The answer should be each line of the records that contains the word "Strong"; please copy them all.

---------- Input data

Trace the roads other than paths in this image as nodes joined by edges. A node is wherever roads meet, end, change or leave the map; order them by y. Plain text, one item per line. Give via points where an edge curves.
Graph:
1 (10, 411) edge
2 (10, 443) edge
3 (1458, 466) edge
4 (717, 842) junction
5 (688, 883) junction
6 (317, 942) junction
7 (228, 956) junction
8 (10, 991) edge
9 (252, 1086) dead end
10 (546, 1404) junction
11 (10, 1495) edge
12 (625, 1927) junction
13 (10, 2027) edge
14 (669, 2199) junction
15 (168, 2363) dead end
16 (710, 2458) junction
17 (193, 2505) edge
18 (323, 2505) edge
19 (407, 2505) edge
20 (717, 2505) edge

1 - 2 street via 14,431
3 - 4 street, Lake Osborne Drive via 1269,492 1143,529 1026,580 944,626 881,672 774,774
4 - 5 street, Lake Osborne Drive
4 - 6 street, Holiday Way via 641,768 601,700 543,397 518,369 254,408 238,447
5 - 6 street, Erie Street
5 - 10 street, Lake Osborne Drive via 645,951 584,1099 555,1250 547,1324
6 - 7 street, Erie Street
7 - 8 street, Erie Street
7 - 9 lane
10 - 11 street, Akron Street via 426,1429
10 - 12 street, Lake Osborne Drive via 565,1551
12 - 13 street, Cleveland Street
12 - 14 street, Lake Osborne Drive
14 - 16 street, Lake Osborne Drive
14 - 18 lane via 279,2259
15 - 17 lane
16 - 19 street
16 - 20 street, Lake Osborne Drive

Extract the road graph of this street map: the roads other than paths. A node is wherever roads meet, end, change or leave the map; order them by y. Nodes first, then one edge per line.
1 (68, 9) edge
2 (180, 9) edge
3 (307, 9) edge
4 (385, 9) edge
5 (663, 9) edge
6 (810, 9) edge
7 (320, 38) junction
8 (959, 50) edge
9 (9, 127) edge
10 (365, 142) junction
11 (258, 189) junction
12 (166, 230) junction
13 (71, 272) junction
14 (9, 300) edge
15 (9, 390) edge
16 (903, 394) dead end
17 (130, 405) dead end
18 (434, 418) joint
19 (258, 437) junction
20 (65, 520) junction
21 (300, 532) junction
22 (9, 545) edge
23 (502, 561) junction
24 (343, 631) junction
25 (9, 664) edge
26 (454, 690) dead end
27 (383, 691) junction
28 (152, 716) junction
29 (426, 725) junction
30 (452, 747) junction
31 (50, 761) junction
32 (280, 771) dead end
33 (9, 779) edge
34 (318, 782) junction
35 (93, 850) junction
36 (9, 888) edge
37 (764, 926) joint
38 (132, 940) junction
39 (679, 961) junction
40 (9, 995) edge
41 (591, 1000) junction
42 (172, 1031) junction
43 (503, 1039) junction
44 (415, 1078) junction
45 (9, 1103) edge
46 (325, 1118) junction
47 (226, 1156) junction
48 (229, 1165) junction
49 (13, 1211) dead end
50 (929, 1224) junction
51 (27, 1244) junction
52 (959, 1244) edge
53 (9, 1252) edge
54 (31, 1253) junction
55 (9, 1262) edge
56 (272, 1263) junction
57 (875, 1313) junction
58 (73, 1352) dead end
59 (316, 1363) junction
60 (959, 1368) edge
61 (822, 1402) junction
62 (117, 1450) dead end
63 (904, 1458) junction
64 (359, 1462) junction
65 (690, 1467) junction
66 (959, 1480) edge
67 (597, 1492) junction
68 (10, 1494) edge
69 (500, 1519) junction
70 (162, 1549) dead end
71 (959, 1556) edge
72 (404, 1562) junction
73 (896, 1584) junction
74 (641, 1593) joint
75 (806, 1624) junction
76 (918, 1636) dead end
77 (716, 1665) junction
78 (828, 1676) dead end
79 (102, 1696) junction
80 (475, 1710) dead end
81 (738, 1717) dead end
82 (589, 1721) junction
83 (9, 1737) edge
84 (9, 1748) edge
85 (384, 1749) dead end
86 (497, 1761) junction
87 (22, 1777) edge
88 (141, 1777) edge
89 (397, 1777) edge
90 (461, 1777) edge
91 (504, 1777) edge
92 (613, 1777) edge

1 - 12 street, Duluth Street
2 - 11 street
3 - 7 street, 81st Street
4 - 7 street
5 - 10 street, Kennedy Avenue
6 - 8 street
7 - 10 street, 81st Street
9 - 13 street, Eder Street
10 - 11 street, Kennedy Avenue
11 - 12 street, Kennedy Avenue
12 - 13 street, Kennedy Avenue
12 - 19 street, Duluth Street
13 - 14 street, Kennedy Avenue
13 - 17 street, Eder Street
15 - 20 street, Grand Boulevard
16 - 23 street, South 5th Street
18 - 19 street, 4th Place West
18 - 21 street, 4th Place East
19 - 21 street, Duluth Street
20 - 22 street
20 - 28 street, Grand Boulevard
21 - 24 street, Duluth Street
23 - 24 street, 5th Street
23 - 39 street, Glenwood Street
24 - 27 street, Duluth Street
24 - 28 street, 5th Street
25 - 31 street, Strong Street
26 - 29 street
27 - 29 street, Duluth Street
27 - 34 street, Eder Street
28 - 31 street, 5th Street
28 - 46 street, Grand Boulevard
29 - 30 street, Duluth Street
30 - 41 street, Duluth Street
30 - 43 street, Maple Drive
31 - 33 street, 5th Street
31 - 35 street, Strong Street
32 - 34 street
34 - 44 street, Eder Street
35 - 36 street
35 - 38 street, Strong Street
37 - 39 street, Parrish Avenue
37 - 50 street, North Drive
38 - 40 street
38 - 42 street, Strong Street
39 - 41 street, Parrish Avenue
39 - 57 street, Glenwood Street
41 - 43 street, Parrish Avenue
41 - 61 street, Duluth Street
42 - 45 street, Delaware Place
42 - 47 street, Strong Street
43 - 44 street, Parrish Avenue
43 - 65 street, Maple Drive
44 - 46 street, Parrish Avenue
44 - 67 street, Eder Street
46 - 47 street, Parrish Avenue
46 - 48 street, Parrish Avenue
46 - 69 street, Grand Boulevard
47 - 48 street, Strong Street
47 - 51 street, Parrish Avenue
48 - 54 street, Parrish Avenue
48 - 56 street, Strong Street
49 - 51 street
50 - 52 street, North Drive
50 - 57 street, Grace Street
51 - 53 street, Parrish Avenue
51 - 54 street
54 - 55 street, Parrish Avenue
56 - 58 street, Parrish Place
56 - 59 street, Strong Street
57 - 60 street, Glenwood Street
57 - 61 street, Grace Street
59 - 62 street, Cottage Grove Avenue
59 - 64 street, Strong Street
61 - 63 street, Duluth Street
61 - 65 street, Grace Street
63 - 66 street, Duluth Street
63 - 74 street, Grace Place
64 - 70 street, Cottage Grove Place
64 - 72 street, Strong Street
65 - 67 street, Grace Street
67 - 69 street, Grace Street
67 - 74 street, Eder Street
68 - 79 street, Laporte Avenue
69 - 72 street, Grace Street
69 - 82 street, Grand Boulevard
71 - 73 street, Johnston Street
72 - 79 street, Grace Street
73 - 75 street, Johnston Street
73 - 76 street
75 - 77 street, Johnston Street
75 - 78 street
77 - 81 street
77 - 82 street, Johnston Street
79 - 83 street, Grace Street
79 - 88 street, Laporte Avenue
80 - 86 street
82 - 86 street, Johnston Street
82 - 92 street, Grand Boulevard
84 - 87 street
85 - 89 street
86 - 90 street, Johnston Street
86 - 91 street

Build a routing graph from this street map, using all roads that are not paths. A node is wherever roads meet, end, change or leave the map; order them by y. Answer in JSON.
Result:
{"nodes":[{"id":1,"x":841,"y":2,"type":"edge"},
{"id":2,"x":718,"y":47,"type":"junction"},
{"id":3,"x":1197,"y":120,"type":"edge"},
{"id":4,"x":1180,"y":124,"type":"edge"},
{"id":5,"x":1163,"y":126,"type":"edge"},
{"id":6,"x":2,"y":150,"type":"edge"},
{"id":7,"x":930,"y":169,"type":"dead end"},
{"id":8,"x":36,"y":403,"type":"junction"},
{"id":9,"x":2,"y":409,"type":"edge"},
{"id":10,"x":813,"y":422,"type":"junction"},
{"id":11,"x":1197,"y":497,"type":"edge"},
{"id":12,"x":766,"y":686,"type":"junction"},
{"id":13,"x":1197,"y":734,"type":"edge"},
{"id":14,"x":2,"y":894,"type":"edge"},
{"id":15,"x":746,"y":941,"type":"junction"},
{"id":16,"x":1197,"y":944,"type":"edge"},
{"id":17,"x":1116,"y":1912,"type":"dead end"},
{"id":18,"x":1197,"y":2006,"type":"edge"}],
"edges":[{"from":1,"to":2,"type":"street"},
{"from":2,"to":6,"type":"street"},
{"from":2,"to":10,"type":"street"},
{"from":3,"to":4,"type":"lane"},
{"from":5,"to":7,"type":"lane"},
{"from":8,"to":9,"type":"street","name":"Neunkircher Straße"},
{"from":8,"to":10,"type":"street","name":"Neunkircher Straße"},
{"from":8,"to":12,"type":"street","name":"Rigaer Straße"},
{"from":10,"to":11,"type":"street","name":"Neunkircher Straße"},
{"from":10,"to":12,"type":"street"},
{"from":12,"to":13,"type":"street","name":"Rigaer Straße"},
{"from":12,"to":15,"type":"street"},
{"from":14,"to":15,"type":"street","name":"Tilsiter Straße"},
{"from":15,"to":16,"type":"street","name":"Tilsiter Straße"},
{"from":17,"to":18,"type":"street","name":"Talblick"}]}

--------------------

→ **Task response**:
25 - 31 street, Strong Street
31 - 35 street, Strong Street
35 - 38 street, Strong Street
38 - 42 street, Strong Street
42 - 47 street, Strong Street
47 - 48 street, Strong Street
48 - 56 street, Strong Street
56 - 59 street, Strong Street
59 - 64 street, Strong Street
64 - 72 street, Strong Street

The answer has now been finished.